Por seis votos a zero o Tribunal Regional Eleitoral cassou o prefeito de Búzios, André Granado (foto) e o vice Henrique Gomes. A decisão foi tomada agora a pouco em processo movido pelos advogados Marcio Alvim e André Marques - do escritório André Marques & Advogados Associados - representando o segundo colocado no pleito, Alexandre de Oliveira Martins, que concorreu pelo PRB. Com várias pendências na Justiça, André estava inelegível para a eleição do ano passado por conta de uma condenação por improbidade administrativa em corte colegiada, mas conseguiu concorrer sob efeito de uma medida judicial.

PF prende Garotinho em emissora de rádio

Ex-governador vai cumprir prisão domiciliar

Agentes da Policia Federal prenderam na manhã desta quarta-feira (13), o ex-governador do Rio de Janeiro, Anthony Garotinho (foto). Ele foi detido por determinação da Justiça Eleitoral quando apresentava seu programa diário na Rádio Tupi. Garotinho está a caminho de Campos, cidade do Norte Fluminense, onde cumprirá prisão domiciliar. O ex-governador é acusado de ter cometido supostas fraudes em um programa social de distribuição de renda, quando ocupava o cargo de secretário de Governo na gestão de sua mulher, Rosinha Garotinho, que cumpriu dois mandatos consecutivos como prefeita. Denominada de Operação Chequinho, o esforço da Justiça Eleitoral e da PF para apurar as denúncias de uso eleitoreiro da distribuição de renda, com a concessão de benefícios supostamente irregulares, já levou a prisão vereadores e outros ex-membros da gestão de Rosinha.
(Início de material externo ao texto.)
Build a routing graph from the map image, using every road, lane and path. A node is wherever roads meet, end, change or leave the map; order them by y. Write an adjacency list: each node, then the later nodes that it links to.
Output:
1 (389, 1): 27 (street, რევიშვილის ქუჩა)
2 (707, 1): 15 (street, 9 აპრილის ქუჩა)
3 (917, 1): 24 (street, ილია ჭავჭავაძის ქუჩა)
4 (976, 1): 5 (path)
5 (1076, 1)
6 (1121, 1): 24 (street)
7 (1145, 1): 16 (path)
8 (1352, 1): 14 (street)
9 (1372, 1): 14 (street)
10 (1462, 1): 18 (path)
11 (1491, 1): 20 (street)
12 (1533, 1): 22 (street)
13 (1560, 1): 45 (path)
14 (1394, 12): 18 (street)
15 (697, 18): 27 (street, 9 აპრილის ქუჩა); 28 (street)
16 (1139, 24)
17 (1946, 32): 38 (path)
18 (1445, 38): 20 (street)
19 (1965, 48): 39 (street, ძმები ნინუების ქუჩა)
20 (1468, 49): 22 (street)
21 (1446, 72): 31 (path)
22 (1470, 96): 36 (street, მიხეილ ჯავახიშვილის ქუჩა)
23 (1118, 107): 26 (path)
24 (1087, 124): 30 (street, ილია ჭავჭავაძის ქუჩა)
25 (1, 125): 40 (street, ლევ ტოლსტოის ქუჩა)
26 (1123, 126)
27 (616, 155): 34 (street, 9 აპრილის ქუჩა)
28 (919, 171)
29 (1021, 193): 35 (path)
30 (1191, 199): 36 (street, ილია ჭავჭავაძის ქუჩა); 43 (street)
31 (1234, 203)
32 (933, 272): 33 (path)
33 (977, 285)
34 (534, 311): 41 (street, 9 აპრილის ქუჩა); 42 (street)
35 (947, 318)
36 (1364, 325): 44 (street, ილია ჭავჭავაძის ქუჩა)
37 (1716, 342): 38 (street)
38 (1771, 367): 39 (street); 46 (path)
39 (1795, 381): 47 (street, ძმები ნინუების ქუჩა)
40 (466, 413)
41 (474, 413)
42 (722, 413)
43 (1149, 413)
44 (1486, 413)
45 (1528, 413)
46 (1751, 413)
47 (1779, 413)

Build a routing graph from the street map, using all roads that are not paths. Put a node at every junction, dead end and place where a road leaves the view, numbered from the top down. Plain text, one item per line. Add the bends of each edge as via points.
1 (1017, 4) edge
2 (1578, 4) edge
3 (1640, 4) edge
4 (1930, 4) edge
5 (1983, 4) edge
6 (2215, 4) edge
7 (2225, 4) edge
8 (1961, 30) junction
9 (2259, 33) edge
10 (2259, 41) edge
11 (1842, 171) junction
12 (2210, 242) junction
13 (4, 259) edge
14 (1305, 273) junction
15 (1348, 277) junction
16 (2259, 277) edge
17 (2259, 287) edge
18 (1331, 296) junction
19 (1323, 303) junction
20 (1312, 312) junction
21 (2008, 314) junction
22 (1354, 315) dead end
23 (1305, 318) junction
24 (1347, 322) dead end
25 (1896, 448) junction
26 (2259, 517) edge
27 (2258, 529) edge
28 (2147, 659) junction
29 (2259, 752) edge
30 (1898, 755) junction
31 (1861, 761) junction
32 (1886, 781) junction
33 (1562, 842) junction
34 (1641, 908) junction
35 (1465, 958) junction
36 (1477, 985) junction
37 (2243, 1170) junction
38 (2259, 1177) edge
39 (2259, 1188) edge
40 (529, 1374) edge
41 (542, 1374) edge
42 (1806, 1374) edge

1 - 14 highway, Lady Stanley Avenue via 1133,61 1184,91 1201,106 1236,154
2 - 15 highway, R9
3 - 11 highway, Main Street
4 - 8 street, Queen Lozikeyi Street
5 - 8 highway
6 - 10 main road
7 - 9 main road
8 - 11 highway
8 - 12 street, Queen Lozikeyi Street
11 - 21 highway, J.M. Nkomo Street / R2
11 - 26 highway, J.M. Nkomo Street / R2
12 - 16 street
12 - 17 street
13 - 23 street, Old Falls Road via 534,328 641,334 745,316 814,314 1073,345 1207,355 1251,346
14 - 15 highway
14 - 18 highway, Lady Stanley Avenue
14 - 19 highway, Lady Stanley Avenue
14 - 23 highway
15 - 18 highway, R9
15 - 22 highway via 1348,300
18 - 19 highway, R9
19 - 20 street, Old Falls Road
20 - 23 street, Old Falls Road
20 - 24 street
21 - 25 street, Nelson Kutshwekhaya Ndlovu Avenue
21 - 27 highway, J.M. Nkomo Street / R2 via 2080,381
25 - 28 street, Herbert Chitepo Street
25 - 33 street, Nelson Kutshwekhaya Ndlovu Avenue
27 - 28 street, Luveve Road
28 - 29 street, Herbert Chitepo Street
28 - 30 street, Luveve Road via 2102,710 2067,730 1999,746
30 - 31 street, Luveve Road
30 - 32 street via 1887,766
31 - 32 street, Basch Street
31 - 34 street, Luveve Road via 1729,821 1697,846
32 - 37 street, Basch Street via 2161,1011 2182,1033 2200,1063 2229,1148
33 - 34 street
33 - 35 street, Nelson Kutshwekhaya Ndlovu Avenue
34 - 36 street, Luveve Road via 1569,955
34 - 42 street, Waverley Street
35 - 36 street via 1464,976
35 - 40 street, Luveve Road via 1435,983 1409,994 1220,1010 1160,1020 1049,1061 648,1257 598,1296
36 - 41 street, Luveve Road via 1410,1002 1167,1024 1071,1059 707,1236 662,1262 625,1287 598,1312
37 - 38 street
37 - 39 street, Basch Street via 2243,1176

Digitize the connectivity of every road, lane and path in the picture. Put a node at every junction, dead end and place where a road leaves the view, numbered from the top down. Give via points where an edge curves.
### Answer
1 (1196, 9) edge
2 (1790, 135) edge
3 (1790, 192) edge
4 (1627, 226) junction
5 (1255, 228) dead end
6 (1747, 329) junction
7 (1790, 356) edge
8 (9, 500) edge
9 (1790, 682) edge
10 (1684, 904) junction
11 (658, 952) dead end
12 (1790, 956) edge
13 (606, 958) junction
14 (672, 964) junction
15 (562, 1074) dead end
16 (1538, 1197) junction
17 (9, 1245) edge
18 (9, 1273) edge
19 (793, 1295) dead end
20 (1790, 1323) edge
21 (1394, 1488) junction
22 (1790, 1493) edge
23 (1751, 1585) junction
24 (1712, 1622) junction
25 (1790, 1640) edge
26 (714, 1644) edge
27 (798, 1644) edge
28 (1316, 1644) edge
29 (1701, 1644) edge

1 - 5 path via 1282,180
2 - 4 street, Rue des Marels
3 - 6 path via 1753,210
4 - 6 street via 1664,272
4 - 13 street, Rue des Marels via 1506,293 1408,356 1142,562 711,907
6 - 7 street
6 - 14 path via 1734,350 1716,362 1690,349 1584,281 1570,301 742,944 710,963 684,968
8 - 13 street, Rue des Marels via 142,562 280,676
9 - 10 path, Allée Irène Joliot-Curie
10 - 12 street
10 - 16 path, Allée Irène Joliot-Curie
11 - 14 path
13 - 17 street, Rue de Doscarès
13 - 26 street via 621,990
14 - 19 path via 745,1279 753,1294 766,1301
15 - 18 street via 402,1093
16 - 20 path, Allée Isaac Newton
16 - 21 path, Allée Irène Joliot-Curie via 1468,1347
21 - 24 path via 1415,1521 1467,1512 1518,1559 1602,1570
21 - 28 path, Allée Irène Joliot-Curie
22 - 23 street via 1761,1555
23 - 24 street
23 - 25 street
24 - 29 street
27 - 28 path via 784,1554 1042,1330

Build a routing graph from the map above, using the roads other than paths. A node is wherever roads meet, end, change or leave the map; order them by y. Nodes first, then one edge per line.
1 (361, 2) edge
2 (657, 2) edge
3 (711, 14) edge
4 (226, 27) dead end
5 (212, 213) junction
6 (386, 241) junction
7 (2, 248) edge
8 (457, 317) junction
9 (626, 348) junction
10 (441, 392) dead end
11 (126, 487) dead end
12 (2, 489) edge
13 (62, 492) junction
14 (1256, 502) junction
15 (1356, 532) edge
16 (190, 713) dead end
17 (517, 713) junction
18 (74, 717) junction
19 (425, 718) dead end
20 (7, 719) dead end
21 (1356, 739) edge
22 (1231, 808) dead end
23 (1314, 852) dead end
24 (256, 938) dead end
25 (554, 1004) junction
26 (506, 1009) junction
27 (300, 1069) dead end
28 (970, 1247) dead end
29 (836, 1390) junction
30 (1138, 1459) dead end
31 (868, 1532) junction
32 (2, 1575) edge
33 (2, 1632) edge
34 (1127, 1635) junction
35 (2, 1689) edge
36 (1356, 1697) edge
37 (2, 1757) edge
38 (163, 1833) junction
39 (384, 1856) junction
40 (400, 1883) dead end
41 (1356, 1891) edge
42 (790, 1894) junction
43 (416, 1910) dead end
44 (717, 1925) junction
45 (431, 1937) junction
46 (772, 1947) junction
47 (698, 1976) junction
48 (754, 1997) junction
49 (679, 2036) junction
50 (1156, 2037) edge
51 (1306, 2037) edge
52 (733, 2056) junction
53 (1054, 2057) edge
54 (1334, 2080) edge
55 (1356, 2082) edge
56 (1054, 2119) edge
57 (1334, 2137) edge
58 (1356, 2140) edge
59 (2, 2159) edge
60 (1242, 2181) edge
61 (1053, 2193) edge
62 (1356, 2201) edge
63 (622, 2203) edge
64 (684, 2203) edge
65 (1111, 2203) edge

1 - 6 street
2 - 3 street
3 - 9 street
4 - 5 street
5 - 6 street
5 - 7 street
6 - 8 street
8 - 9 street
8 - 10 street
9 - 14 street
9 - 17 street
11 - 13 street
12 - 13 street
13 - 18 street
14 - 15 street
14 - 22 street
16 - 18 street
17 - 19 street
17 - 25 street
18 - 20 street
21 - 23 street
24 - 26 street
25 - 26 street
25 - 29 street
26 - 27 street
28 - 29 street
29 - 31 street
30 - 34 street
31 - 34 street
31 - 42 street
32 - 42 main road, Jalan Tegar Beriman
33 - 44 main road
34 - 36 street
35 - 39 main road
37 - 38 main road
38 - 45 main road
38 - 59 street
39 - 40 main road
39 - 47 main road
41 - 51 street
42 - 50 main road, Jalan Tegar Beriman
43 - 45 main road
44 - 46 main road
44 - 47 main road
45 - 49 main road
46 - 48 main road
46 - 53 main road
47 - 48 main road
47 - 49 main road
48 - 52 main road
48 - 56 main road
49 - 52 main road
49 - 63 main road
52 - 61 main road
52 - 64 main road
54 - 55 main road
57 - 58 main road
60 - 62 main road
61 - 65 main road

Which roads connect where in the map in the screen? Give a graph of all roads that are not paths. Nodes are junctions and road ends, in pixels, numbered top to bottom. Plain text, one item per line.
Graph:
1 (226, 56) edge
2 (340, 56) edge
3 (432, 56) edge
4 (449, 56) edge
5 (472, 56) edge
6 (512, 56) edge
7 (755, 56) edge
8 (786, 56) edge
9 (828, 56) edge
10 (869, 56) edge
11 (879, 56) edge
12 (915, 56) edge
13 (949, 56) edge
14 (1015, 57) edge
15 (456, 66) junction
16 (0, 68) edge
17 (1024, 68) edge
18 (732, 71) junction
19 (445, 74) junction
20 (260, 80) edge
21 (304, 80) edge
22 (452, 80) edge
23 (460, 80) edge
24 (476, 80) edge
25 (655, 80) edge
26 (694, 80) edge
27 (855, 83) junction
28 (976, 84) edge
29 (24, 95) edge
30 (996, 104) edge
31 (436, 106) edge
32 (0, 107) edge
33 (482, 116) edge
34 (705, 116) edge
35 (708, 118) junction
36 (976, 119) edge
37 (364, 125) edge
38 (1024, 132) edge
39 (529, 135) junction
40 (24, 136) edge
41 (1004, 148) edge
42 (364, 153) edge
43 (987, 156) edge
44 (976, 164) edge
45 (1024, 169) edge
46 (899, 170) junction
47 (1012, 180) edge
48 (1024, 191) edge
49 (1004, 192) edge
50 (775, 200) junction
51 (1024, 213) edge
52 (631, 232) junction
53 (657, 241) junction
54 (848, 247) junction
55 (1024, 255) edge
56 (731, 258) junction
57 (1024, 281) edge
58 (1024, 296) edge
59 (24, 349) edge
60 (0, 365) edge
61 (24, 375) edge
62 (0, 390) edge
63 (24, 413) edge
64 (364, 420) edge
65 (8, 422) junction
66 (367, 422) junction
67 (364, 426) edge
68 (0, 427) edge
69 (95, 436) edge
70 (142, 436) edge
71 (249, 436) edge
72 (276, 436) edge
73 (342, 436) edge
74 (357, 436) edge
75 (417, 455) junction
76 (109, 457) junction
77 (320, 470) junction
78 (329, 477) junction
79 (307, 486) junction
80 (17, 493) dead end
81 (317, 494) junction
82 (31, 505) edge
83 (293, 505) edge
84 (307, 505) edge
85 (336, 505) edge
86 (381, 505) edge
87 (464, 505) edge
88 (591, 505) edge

Justiça vai ouvir testemunhas sobre compra de votos em Tanguá

Processo que pode cassar o prefeito da cidade tramita na 151ª Zona Eleitoral

Começam a ser ouvidas amanhã (14), na 151ª Zona Eleitoral, as testemunhas arroladas em Ação de Investigação Judicial Eleitoral proposta pelo Ministério Público contra o prefeito de Tanguá, Valber Luiz Marcelo de Carvalho (foto) por um suposto esquema de compra de votos montado nas eleições do ano passado. Além de Valber, estão sendo investigados o vice-prefeito Waldir Dias Moreira Filho e o secretário de Governo Felipe Matos Monteiro. No processo – no qual o MP pede a cassação dos diplomas do prefeito, do vice e do registro de candidatura, para a consequente cassação dos mandatos, além da declaração de inelegibilidade – é apontado, por exemplo, que teriam sido entregues R$2.500 para que uma mulher e um filho dela comprassem os votos de 25 eleitores.

Empresa de Caxias atua em Casimiro de Abreu sem licitação

E a Prefeitura ainda não divulgou o contrato emergencial

Embora nenhum processo licitatório para esta finalidade tenha sido aberto pela Prefeitura, que também não divulgou contrato emergencial algum com este objeto, equipes da Hashimoto Manutenção Elétrica e Comércio estão atuando em Casimiro de Abreu. Sediada em Duque de Caxias, na Baixada Fluminense, a empresa só pode prestar serviço ao município se tiver sido oficialmente contratada para isso, o que nem os membros da Comissão de Licitação sabem se ocorreu de fato, uma vez que nada foi informado pelo 'andar de cima' da administração municipal, que se limitou a mandar suspender a divulgação do edital do pregão presencial, que estava pronto para ser publicado.